More than $100 million worth of systems integration work for the federal government’s billion-dollar Centrelink payment systems overhaul has been secured by DXC, Accenture and Capgemini.

Contracts published this week reveal that the IT giants will provide “system integration, business transformation and technology-related services” for the welfare payment infrastructure transformation (WPIT) program over the next three years.
The deals were signed under the WPIT systems integration panel, which was created for suppliers to compete for work relating to tranches three to five. These will initially focus on payments for jobseekers, older Australians, carers and people with disabilities.
A DHS spokesperson told iTnews that the arrangement related to the current tranche of WPIT, but would not disclose at which tranche the program was currently at.
DXC, formerly HPE, has secured the lion’s share of the new work having signed a $63.6 million contract, while Accenture will receive $25.2 million and Capgemini $13.1 million.
Contract notices also suggest that the vendors are not likely to win any further work under the panel.
“The reported contract value is the maximum estimated value of all work packages anticipated to be raised under this arrangement,” the contract notices say.
The spokesperson added that "the department has not committed to a minimum spend under the contracts".
"This resource arrangement does not prevent the department procuring other services under the panel," the spokesperson said.
The four-member panel was established by the department in November 2016 for suppliers to compete for WPIT tranches three to five.
The idea was to create competitive tension and limit risk for future contracting rounds.

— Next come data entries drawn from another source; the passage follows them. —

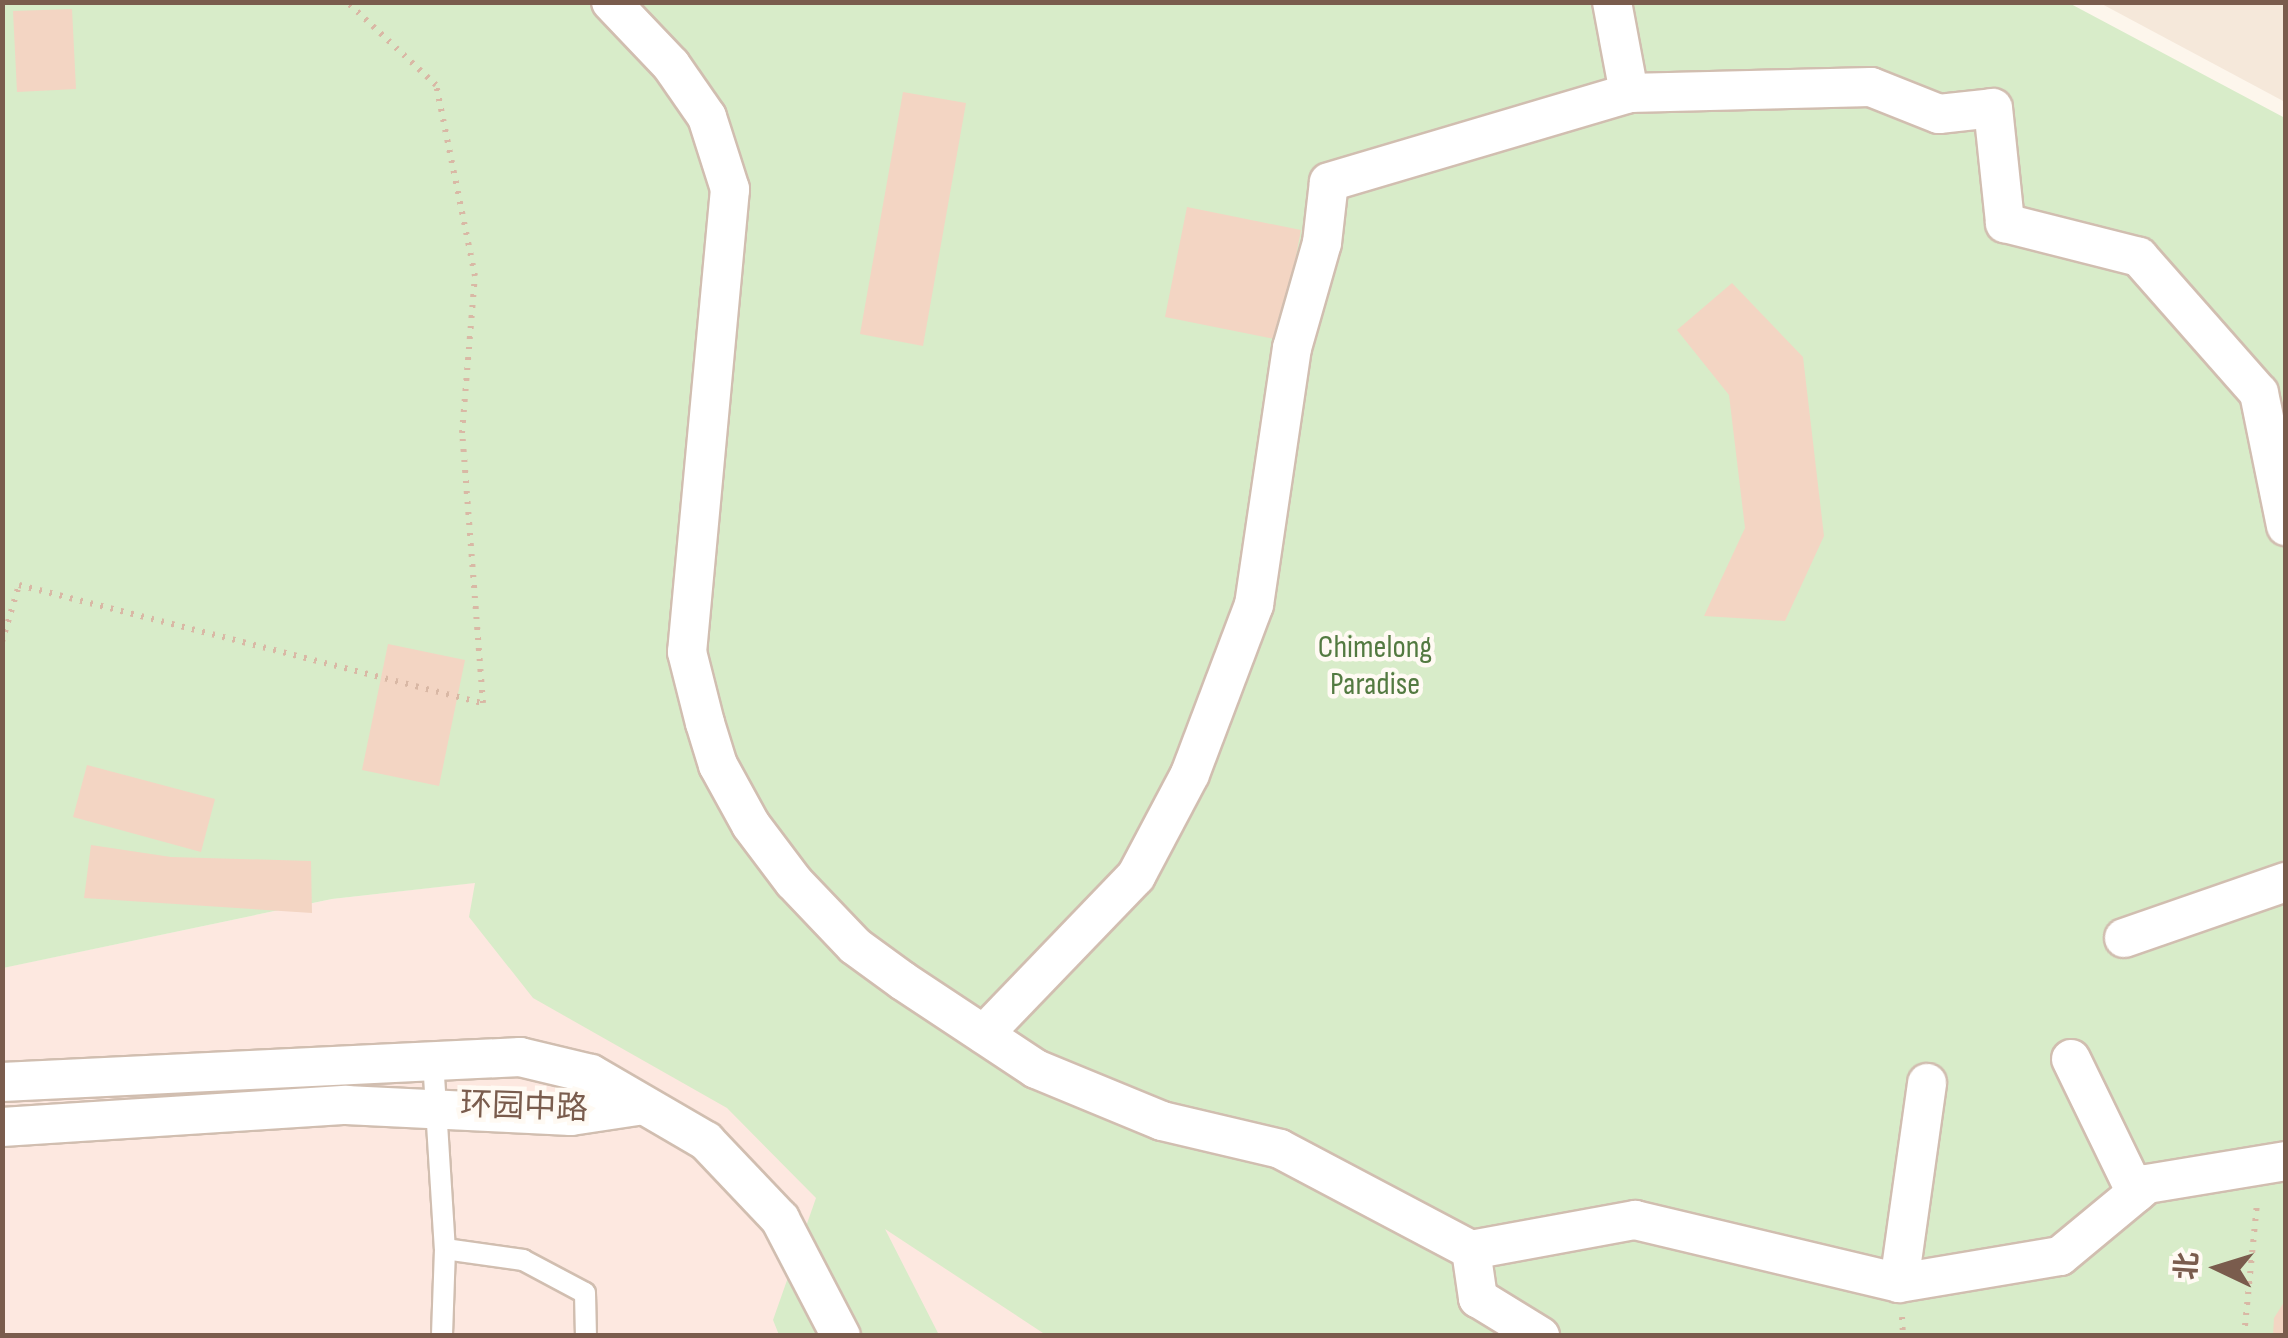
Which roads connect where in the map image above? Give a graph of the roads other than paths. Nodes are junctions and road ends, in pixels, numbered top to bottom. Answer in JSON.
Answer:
{"nodes":[{"id":1,"x":611,"y":2,"type":"edge"},
{"id":2,"x":1612,"y":2,"type":"edge"},
{"id":3,"x":1629,"y":93,"type":"junction"},
{"id":4,"x":2286,"y":526,"type":"edge"},
{"id":5,"x":2286,"y":882,"type":"edge"},
{"id":6,"x":2124,"y":938,"type":"dead end"},
{"id":7,"x":984,"y":1034,"type":"junction"},
{"id":8,"x":2070,"y":1059,"type":"dead end"},
{"id":9,"x":433,"y":1060,"type":"junction"},
{"id":10,"x":2,"y":1082,"type":"edge"},
{"id":11,"x":1926,"y":1083,"type":"dead end"},
{"id":12,"x":437,"y":1105,"type":"junction"},
{"id":13,"x":638,"y":1106,"type":"junction"},
{"id":14,"x":2,"y":1127,"type":"edge"},
{"id":15,"x":2273,"y":1162,"type":"edge"},
{"id":16,"x":2136,"y":1193,"type":"junction"},
{"id":17,"x":445,"y":1249,"type":"junction"},
{"id":18,"x":1471,"y":1250,"type":"junction"},
{"id":19,"x":1899,"y":1283,"type":"junction"},
{"id":20,"x":442,"y":1336,"type":"edge"},
{"id":21,"x":586,"y":1336,"type":"edge"},
{"id":22,"x":841,"y":1336,"type":"edge"},
{"id":23,"x":1540,"y":1336,"type":"edge"}],
"edges":[{"from":1,"to":7,"type":"street"},
{"from":2,"to":3,"type":"street"},
{"from":3,"to":4,"type":"street"},
{"from":3,"to":7,"type":"street"},
{"from":5,"to":6,"type":"street"},
{"from":7,"to":18,"type":"street"},
{"from":8,"to":16,"type":"street"},
{"from":9,"to":10,"type":"street","name":"环园中路"},
{"from":9,"to":12,"type":"lane"},
{"from":9,"to":13,"type":"street","name":"环园中路"},
{"from":11,"to":19,"type":"street"},
{"from":12,"to":13,"type":"street","name":"环园中路"},
{"from":12,"to":14,"type":"street","name":"环园中路"},
{"from":12,"to":17,"type":"lane"},
{"from":13,"to":22,"type":"street"},
{"from":15,"to":16,"type":"street"},
{"from":16,"to":19,"type":"street"},
{"from":17,"to":20,"type":"lane"},
{"from":17,"to":21,"type":"lane"},
{"from":18,"to":19,"type":"street"},
{"from":18,"to":23,"type":"street"}]}
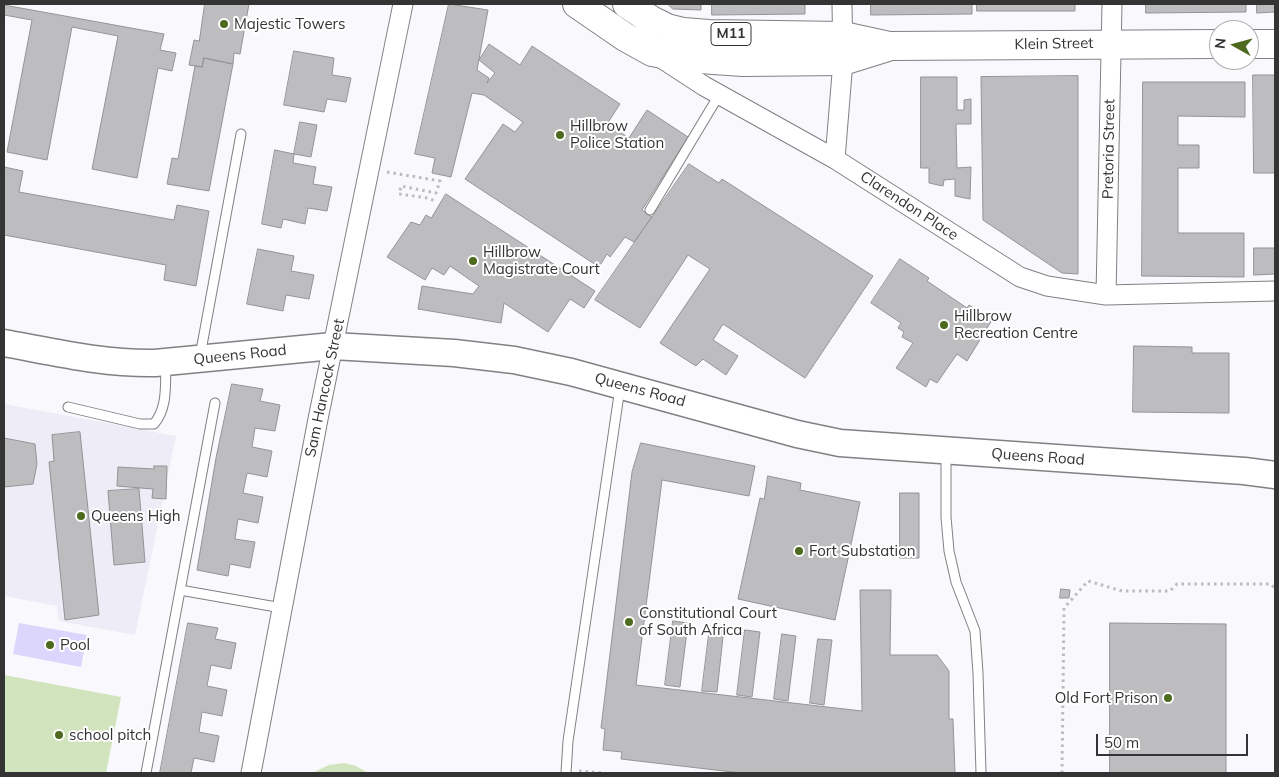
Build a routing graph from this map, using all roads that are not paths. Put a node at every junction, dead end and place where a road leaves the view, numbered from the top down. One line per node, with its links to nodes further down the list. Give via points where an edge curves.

It was revealed shortly after Accenture and Capgemini were locked in negotiations for the first system integration deal, which Accenture subsequently won.
The $26.1 million, nine-month deal was focused on tranche two of the program, student payments. Other contracts have also been signed, according to the spokesperson, but these are absent from the AusTender contracts database.
Tranche two has delivered many of the technical changes to the Centrelink back-end that will be leveraged in future tranches, including systems integration, rollout of an initial module of SAP software, and migrating student payments.
The fourth member of the panel, IBM, chose not to respond to the arrangement, the spokesperson said, and has not been awarded any contracts for the WPIT program to date.
WPIT has been allocated almost $600 million by the federal government since the program’s inception in 2015.
It was most recently handed $316.2 million in this year’s budget for the third tranche of the program, which is concerned with jobseekers, older Australians, carers and people with disabilities.
The department also recently began a process to rip and replace its complex welfare payments entitlements engine, which determines how how much welfare recipients are paid through the country’s new SAP-based Centrelink payment platform.